Exercise requirements | Lines in the following data that contain the string "links" are to be counted. Report only their number.

Extracted material |
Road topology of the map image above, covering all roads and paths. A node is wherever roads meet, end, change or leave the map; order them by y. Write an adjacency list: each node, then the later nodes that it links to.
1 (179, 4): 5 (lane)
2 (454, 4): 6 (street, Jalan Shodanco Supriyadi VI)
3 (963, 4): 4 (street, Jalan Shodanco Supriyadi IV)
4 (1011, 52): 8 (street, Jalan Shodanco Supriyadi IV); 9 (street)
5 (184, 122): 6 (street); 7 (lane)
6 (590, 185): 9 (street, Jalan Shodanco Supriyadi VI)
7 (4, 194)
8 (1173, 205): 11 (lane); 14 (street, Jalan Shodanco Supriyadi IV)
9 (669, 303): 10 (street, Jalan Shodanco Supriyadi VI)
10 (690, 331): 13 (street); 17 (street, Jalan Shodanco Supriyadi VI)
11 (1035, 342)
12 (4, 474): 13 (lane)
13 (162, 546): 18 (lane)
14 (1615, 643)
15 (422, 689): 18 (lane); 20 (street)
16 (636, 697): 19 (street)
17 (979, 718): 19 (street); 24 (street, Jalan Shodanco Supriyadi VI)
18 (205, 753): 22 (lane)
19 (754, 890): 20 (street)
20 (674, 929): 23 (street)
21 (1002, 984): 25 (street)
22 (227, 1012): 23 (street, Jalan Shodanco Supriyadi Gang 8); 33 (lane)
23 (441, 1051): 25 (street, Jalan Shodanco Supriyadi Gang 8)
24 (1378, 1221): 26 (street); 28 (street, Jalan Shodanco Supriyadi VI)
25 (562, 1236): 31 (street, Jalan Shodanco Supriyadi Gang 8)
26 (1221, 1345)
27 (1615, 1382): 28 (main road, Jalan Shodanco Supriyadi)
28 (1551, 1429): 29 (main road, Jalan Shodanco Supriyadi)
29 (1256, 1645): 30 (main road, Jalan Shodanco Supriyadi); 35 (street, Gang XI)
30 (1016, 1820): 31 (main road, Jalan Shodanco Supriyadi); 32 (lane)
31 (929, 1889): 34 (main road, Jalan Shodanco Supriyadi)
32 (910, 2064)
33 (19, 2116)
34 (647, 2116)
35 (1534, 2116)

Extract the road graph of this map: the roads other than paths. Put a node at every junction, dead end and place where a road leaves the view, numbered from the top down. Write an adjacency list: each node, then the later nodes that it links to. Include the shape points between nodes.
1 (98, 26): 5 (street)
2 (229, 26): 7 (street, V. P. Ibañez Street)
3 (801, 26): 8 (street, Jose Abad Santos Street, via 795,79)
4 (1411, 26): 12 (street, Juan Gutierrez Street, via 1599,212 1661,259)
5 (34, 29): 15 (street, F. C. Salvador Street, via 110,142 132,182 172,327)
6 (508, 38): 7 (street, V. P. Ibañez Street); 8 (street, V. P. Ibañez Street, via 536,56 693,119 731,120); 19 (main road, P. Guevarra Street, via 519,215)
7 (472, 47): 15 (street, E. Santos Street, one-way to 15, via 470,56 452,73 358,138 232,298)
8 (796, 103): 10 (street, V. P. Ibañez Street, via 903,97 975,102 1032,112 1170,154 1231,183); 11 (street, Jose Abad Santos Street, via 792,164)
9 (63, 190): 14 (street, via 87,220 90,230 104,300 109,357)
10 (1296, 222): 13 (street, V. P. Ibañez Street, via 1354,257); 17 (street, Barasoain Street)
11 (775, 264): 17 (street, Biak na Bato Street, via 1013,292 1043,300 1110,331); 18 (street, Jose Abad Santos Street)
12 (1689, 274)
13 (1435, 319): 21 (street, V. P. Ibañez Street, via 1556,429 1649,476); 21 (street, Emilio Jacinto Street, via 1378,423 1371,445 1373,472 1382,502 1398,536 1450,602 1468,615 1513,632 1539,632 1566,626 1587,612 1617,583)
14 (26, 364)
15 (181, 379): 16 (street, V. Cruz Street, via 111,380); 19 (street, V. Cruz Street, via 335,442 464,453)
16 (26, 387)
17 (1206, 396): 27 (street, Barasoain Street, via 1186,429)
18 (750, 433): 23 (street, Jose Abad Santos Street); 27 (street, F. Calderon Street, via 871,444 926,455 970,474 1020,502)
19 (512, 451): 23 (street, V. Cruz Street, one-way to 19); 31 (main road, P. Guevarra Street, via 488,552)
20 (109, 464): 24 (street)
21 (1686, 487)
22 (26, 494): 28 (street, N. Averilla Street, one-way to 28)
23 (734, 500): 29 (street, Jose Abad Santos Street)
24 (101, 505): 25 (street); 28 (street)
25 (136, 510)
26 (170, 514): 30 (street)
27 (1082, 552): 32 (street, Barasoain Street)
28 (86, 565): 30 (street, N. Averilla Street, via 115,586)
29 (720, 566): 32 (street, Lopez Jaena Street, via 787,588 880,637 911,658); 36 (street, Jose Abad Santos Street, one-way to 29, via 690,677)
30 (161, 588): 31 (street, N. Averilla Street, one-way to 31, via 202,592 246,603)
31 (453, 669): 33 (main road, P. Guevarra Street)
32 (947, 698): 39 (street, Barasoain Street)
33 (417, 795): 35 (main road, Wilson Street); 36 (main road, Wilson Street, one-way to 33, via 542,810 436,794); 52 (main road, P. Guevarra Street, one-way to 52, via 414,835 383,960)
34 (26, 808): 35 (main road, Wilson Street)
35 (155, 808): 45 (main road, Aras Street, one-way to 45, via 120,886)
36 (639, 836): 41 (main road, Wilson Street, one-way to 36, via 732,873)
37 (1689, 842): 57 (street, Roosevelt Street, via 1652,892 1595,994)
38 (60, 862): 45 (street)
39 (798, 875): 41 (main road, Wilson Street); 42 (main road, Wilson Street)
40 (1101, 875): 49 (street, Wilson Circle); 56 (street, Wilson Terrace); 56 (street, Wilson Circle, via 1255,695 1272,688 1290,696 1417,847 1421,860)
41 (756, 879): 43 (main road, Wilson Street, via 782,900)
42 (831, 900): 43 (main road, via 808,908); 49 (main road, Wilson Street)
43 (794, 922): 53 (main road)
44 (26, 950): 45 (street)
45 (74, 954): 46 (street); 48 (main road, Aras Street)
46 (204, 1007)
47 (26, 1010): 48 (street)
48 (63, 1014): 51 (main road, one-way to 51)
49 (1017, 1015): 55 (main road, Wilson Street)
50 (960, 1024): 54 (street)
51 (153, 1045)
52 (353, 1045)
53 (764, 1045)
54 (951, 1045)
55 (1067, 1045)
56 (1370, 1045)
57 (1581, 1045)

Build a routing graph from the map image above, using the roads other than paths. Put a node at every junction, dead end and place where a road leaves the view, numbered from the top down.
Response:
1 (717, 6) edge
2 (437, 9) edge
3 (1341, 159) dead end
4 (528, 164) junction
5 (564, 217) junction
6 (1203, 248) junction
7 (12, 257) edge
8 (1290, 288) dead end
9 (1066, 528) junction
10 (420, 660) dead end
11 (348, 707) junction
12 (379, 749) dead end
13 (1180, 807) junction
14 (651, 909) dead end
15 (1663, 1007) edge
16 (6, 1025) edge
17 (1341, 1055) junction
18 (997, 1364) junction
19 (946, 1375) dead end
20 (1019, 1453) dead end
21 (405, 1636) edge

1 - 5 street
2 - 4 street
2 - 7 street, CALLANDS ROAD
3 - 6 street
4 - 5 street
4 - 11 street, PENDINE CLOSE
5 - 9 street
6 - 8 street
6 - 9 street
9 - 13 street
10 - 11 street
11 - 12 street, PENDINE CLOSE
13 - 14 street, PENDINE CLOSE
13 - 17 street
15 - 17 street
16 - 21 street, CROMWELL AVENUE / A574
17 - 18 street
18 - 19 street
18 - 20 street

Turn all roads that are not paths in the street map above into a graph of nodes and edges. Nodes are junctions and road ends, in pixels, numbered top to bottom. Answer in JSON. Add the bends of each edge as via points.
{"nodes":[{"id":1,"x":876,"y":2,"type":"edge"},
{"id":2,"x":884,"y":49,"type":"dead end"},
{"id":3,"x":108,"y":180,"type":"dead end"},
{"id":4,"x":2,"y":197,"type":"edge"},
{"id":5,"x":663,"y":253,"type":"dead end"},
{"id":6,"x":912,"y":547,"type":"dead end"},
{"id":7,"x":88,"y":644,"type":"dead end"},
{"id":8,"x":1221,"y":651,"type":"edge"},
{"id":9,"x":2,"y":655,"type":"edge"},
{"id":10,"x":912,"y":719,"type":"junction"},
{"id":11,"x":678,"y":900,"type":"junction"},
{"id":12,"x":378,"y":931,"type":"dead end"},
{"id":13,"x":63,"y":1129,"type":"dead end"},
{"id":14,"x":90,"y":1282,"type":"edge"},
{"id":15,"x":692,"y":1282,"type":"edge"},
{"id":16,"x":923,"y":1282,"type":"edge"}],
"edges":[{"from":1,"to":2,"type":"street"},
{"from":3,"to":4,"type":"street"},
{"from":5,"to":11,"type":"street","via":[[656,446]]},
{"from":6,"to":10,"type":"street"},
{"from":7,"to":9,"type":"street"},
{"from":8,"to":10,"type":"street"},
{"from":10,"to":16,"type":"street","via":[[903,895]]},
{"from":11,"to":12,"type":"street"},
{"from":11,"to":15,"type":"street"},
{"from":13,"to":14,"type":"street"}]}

Response area | 2